-------- EXTRACTED RECORDS

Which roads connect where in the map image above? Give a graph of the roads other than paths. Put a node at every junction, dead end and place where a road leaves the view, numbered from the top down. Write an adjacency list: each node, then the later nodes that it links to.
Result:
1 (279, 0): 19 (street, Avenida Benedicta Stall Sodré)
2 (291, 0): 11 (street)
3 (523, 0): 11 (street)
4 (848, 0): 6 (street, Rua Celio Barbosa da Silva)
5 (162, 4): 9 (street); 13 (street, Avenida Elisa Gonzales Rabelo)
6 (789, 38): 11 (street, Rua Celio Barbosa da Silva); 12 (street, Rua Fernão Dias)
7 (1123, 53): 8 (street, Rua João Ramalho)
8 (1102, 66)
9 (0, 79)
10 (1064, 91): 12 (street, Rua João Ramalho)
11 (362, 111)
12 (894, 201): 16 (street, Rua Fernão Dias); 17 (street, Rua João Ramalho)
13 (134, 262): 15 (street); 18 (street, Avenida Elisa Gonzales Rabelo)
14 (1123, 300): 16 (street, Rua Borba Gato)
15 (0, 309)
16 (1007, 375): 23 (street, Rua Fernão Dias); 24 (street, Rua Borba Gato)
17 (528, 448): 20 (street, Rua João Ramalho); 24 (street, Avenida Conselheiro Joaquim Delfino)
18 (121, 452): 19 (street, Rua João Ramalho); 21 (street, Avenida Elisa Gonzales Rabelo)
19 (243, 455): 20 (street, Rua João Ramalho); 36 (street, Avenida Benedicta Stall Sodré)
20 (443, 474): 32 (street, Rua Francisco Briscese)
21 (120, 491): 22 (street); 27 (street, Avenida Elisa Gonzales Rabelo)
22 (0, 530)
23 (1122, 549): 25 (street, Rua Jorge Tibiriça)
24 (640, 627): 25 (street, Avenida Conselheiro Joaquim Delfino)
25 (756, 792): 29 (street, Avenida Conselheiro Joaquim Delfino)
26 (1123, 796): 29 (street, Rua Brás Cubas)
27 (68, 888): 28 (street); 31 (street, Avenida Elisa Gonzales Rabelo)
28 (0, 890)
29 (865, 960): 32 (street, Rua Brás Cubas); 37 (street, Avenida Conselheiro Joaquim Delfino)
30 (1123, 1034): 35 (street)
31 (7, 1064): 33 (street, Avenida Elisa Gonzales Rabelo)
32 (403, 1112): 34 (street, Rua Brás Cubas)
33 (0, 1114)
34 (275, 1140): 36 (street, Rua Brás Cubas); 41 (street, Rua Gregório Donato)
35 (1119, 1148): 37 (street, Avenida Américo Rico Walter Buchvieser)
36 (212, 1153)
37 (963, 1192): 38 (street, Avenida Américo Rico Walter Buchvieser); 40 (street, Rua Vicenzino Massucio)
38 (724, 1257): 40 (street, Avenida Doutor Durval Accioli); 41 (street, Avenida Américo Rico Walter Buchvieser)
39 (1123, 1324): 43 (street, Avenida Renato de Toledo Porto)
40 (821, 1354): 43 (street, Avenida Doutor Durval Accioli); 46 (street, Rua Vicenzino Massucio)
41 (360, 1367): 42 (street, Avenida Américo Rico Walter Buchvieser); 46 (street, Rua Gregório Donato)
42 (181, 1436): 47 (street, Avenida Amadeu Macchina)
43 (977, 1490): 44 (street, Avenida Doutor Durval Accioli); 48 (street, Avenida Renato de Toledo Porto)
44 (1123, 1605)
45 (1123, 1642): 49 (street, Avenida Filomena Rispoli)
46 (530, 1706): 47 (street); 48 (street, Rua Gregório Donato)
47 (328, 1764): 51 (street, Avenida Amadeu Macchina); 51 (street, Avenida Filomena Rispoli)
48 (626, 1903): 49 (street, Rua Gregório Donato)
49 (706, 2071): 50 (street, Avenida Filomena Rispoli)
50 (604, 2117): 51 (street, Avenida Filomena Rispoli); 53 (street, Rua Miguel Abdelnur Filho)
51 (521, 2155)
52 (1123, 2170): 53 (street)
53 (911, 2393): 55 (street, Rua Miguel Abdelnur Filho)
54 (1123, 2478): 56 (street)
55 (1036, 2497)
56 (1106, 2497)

----------------
-------- EXTRACTED RECORDS

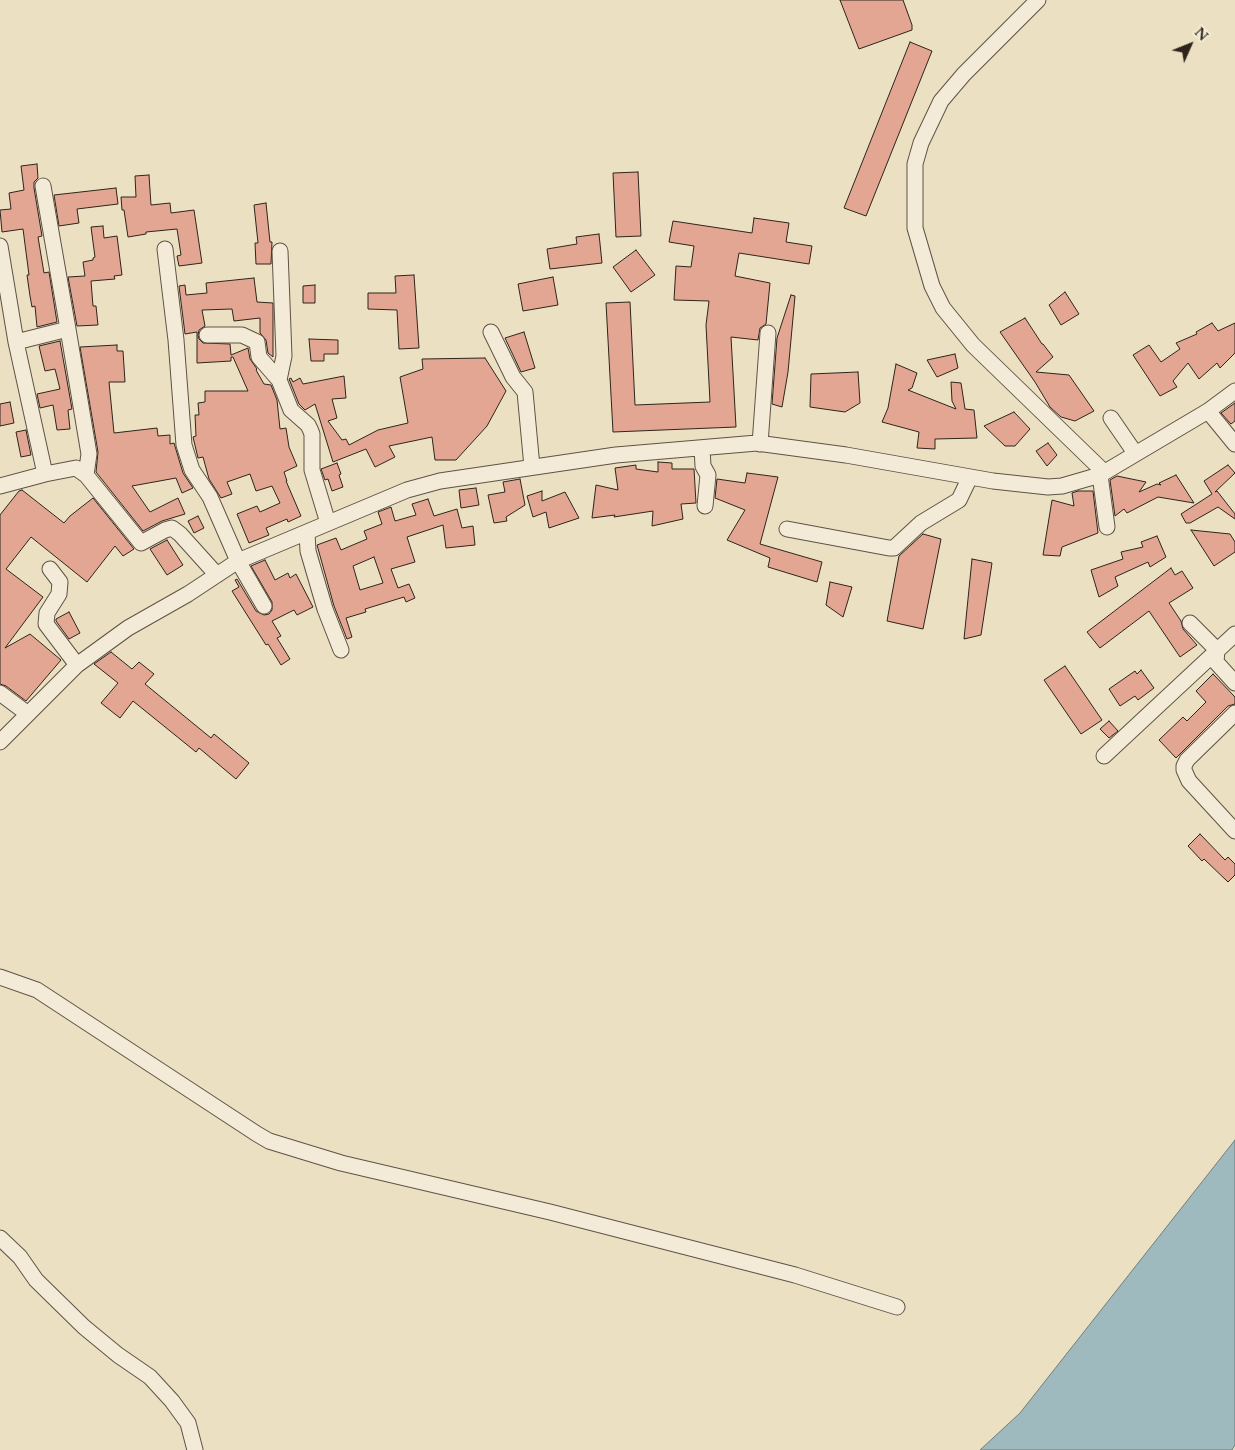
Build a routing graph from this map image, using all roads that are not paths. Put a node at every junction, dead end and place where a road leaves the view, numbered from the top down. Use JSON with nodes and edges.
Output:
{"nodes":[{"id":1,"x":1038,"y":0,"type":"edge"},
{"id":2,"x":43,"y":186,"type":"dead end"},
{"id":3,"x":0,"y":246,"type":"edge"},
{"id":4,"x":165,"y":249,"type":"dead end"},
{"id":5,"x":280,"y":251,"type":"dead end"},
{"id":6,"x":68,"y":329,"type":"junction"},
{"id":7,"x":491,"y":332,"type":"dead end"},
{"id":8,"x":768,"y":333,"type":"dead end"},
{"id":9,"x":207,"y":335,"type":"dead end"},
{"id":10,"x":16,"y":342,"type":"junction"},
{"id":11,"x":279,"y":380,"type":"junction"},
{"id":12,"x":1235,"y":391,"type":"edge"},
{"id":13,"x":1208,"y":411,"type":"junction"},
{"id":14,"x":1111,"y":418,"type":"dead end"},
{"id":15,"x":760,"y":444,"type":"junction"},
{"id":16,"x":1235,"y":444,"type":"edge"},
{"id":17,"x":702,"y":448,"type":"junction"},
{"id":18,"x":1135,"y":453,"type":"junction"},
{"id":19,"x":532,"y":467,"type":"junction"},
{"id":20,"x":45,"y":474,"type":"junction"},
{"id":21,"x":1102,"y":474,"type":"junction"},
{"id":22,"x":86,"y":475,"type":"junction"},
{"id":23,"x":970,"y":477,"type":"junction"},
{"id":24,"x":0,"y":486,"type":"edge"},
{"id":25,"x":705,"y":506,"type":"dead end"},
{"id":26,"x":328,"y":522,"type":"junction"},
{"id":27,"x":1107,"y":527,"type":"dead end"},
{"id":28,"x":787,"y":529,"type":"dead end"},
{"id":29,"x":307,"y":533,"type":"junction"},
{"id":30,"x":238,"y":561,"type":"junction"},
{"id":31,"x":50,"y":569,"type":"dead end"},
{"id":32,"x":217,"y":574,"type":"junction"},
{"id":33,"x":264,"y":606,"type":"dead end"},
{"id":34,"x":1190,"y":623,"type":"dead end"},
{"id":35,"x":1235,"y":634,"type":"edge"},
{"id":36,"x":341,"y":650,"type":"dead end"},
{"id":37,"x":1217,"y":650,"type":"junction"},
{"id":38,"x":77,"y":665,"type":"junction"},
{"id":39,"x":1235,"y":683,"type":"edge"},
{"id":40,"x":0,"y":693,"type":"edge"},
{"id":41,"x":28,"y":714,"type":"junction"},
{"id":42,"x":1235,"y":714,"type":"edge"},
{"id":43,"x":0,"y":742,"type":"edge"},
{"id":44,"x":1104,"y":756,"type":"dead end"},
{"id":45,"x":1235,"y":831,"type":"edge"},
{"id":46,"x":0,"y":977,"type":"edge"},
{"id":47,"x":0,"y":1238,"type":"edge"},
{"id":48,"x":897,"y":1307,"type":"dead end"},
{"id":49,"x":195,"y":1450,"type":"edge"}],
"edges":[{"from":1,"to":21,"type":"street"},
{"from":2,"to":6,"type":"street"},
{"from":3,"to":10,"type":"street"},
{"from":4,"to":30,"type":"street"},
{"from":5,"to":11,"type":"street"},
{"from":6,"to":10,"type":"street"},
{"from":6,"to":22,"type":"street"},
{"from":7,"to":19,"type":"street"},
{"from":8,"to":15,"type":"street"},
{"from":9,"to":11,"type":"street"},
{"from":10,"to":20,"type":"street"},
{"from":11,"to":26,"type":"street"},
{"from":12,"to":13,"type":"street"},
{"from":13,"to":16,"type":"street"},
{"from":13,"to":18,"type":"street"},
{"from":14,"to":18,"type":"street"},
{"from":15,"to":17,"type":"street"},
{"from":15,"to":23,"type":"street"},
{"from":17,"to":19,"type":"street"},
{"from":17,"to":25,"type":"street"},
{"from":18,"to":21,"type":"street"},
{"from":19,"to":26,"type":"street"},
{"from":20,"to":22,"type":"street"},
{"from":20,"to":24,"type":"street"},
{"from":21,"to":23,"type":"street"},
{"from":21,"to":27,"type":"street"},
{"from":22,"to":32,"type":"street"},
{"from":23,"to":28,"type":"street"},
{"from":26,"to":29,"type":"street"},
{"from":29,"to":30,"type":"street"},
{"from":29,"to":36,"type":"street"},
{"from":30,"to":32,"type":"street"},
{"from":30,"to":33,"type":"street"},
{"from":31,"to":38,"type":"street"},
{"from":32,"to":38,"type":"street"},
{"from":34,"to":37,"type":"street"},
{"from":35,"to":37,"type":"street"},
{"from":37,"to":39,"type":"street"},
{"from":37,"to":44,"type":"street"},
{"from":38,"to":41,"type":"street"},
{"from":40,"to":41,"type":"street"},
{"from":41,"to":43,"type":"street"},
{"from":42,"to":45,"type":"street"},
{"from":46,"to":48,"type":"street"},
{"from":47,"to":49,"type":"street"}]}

----------------
-------- EXTRACTED RECORDS

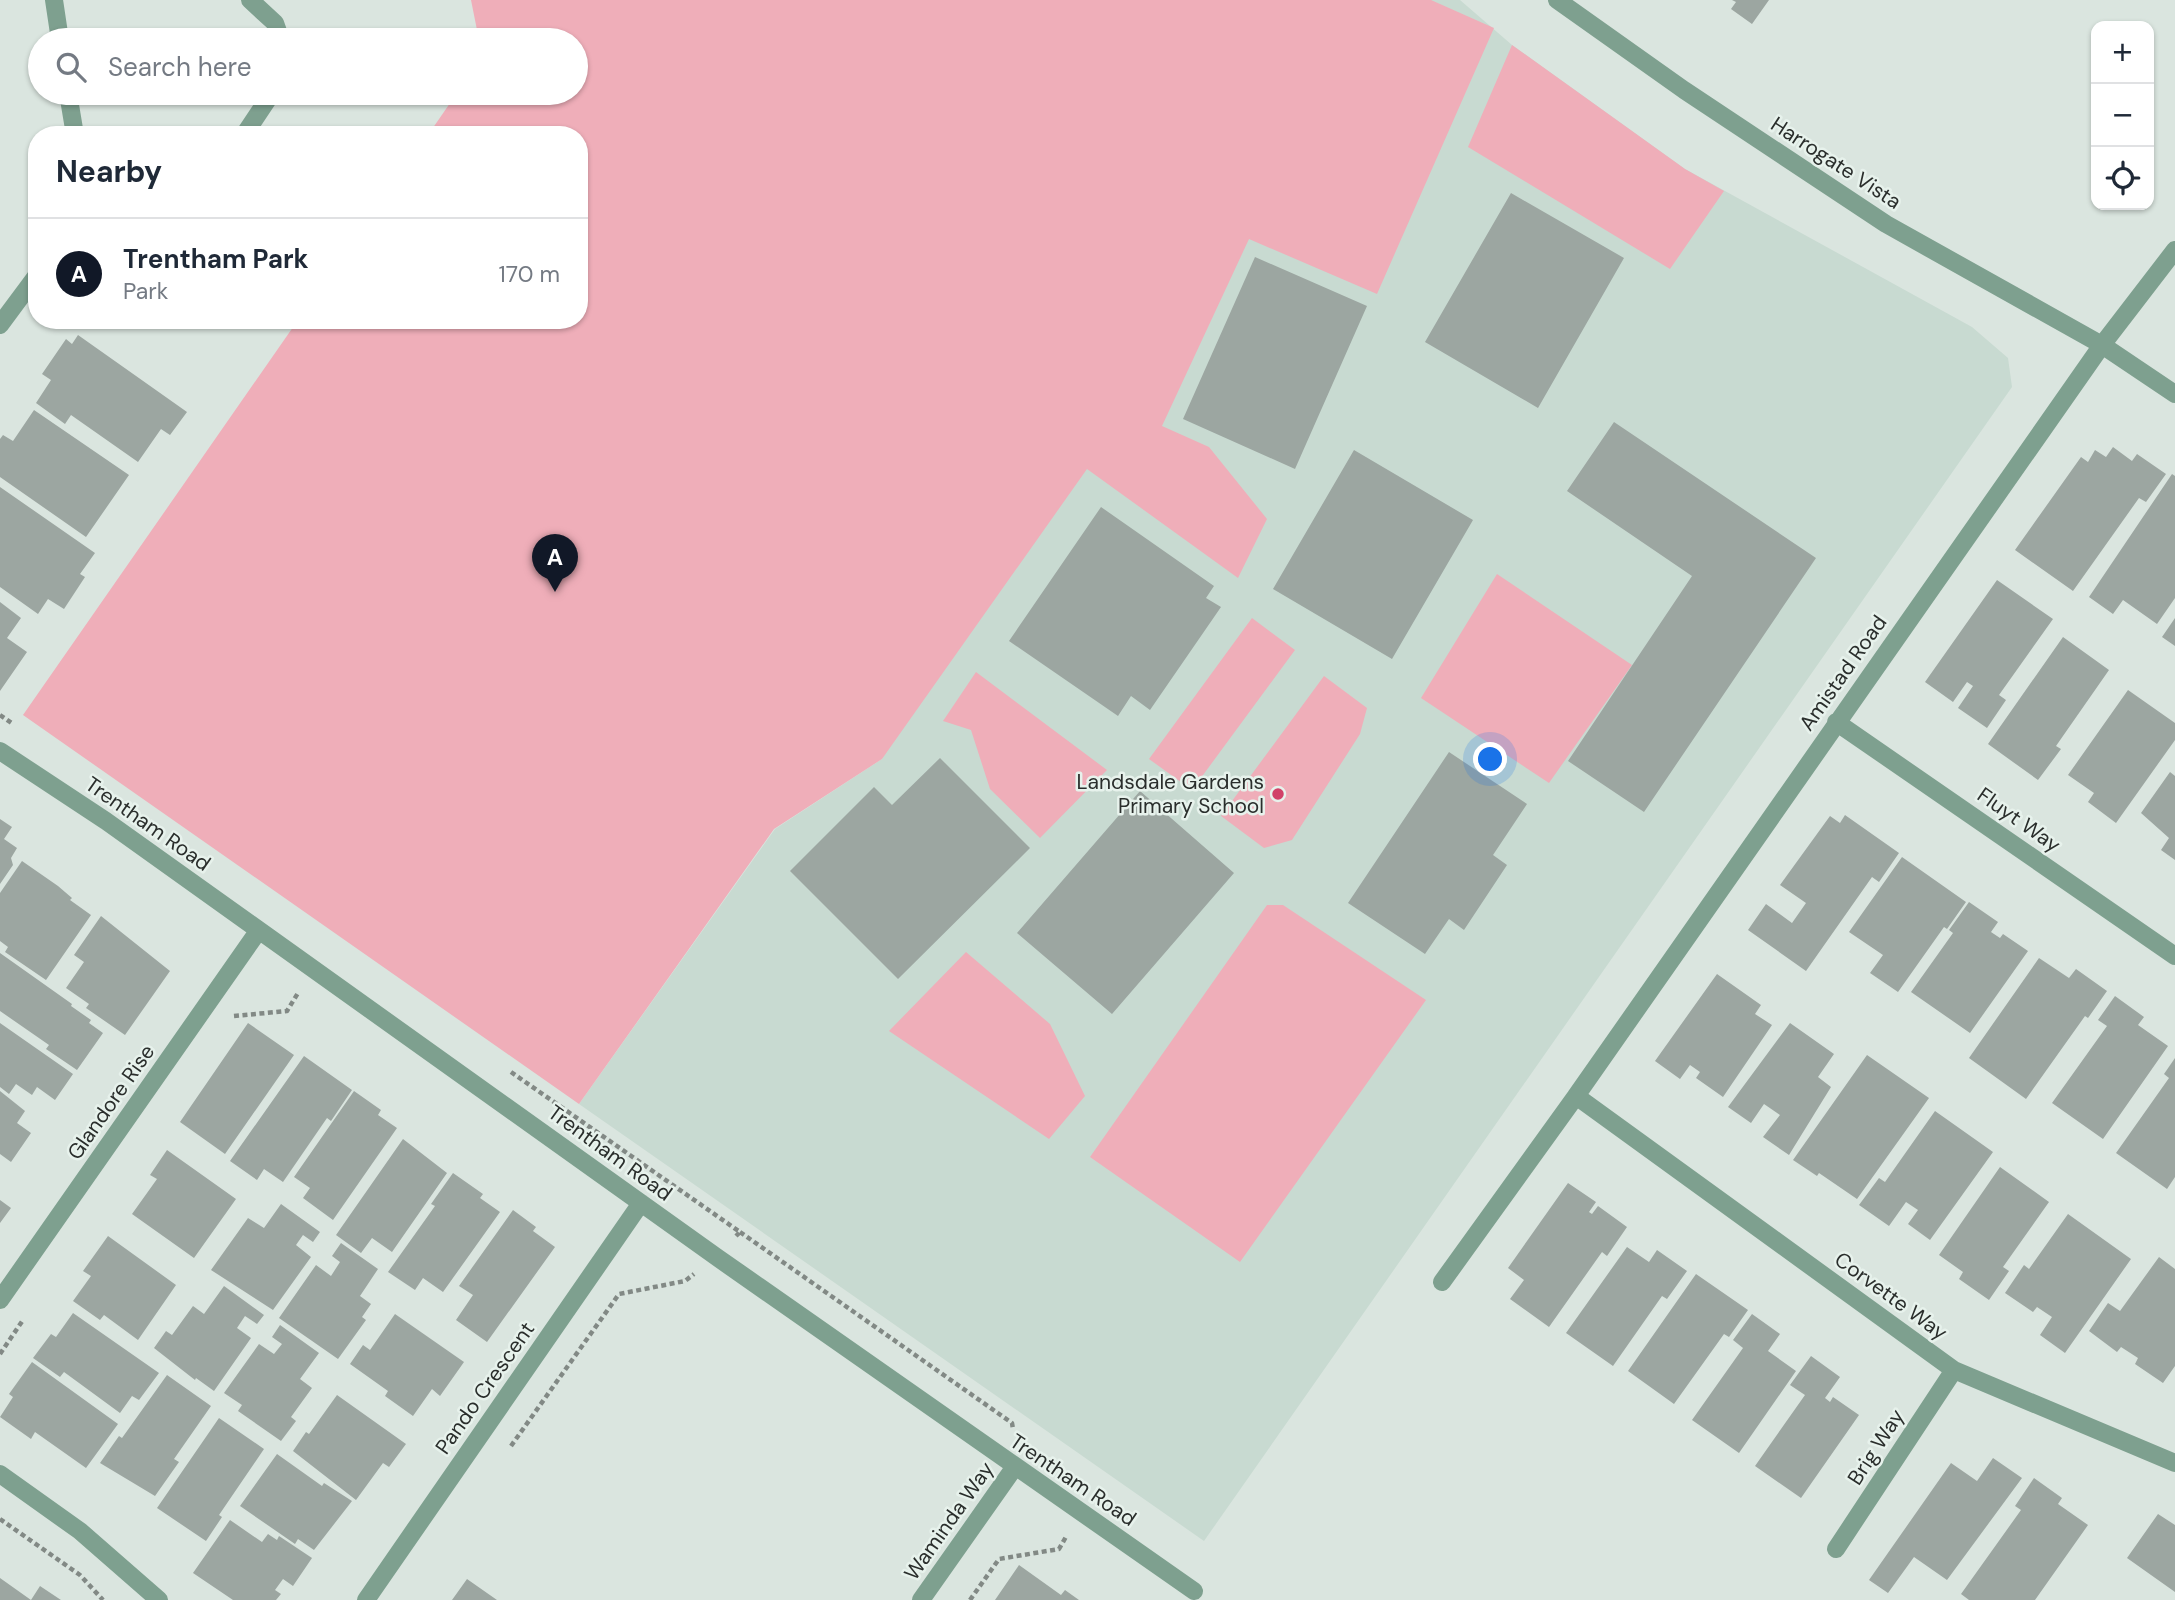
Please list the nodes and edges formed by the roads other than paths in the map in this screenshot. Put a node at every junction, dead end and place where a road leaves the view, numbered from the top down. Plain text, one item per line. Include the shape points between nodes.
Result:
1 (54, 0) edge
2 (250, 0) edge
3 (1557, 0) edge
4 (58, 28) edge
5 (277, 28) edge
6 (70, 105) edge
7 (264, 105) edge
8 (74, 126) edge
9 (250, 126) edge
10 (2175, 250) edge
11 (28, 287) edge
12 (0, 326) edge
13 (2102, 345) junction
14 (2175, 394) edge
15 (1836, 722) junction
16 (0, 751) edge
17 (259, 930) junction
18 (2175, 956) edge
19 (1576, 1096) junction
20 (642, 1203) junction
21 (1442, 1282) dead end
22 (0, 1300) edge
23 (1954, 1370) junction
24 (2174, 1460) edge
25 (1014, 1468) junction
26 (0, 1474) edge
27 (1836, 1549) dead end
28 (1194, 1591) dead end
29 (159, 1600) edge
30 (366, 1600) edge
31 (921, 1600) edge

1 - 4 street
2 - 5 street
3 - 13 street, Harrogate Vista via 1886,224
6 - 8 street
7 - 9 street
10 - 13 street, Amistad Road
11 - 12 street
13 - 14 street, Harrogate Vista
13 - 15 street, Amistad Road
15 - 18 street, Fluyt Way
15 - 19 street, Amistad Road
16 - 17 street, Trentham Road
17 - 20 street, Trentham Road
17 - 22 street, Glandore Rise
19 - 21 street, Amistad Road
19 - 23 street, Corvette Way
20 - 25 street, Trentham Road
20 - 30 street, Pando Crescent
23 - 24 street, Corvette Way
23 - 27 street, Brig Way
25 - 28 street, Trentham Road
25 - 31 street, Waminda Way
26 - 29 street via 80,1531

----------------

**EXERCISE:**
Within the records above, how many lines include the word "that"? Only the number is wanted.

**REPLY TO THE EXERCISE:**
2